Photo courtesy IU South Bend

SMART students
Beth Ann Reed conducted experiments in the laboratory of chemistry professor Douglas McMillen.
Photo courtesy IU South Bend

prairie crew
Biology professor Andrew Schnabel and students Stuart Orr and Marijana Guard form a "prairie crew."
Photo courtesy IU South Bend

Michael Boyles
Michael Boyles did undergraduate research in the IUPUI Department of Computer and Information Science. He is now a lead analyst and programmer at IU's Advanced Visualization Laboratory.
Photo courtesy IUPUI Office of Communications and Marketing

Discovering Student Discoveries

by Erika Knudson

Two investigators in a biology lab carefully place a sheet of transparency paper over a petri dish that holds a colony of Caulobacter bacteria; they're making imprints of cells, hoping to identify genetic mutations. Across the Indiana University Bloomington campus at the IU Art Museum, another pair is poised over portrait medals from the 16th to 18th centuries, trying to determine which members of the Medici family are depicted in the disks of bronze and silver. On the Indiana University South Bend campus, a chemist works with new inorganic compounds containing bridged ruthenium metal clusters, testing their ability to absorb and emit light, conduct electrons, and influence atoms and molecules. Over in the psychology department, two interviewers question young adults whose parents are divorced to determine the impact of that event on their subjects' self-esteem and views of marriage. To the south, Indiana University-Purdue University Indianapolis archaeologists excavate sites in the Ransom Place historic district, carefully unearthing food containers and transportation tokens from decades earlier. And in the IUPUI English department, a researcher videotapes American Sign Language speakers, studying the variation in vocabulary and sentence structures among speakers of different ages.
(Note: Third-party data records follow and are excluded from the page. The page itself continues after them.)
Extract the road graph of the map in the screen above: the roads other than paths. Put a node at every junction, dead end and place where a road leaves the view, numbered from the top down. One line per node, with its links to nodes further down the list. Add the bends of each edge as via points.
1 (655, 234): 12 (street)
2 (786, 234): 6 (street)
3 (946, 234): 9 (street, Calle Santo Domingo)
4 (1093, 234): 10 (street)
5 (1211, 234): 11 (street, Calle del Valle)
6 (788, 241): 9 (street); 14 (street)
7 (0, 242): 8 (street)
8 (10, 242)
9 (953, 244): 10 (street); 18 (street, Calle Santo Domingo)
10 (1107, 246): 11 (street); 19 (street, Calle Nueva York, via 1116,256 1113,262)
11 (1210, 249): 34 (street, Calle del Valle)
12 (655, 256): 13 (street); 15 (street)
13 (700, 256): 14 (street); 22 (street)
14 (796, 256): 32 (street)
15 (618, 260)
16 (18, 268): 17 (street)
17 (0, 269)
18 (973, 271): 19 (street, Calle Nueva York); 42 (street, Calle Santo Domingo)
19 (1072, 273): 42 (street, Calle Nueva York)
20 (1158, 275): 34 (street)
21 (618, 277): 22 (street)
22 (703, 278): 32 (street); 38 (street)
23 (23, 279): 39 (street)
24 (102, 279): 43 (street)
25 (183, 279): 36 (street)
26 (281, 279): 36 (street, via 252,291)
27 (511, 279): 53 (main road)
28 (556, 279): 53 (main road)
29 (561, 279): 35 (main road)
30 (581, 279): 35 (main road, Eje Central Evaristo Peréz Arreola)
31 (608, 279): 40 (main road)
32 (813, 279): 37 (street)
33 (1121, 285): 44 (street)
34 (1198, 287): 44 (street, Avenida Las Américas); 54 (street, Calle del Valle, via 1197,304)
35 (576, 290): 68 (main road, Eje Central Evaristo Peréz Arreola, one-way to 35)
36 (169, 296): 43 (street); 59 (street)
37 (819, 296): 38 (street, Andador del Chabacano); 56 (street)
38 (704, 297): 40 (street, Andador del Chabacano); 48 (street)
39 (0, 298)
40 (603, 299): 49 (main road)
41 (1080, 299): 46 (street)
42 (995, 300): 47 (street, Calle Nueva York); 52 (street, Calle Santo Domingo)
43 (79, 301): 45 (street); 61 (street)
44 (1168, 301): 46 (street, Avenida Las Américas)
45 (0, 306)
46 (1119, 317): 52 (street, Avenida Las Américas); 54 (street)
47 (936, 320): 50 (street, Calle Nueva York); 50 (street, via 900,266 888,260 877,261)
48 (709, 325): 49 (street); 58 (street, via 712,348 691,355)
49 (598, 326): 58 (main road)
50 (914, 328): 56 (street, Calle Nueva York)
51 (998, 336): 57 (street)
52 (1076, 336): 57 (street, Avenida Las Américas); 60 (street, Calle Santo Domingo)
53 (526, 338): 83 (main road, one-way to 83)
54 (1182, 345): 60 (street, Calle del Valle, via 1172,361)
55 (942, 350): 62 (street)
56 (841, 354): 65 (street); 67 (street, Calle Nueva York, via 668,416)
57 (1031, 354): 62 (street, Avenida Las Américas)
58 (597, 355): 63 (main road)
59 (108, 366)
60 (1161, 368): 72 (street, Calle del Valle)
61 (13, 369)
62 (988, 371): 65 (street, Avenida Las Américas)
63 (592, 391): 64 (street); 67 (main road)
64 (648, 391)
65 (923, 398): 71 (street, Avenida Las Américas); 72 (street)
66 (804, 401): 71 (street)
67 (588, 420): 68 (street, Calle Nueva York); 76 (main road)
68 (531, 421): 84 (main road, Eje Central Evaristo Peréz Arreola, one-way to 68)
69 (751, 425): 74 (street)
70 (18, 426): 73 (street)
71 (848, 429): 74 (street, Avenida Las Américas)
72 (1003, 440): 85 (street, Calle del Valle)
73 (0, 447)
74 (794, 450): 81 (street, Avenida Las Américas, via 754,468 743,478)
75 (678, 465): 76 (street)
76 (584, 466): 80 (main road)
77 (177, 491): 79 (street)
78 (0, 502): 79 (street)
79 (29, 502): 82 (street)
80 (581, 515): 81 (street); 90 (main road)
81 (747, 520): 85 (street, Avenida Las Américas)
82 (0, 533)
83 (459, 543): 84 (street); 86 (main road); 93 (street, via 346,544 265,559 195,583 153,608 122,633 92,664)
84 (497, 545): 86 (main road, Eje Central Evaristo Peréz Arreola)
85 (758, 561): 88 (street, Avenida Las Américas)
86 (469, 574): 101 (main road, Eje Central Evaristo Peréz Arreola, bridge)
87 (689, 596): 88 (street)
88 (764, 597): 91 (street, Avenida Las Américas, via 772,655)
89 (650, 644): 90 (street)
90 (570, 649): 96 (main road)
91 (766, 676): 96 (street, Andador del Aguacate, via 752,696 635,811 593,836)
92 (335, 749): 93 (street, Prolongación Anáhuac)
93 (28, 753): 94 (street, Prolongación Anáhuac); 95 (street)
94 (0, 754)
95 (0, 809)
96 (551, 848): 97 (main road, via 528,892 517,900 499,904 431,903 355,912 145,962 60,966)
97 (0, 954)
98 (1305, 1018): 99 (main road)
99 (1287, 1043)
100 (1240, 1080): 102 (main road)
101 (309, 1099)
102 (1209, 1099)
What's so remarkable about these vignettes? They suggest a day in the research life of a big university, right? Right, except the researchers involved are undergraduates.

"The contribution of undergraduate students to research is really important," says Yves Brun, associate professor of biology at IU Bloomington. "It's rewarding because if you've done your job well as a mentor, they are able to contribute intellectually to your research. And they're also just a lot of fun--these are bright people with whom I get to exchange ideas and have good intellectual conversations."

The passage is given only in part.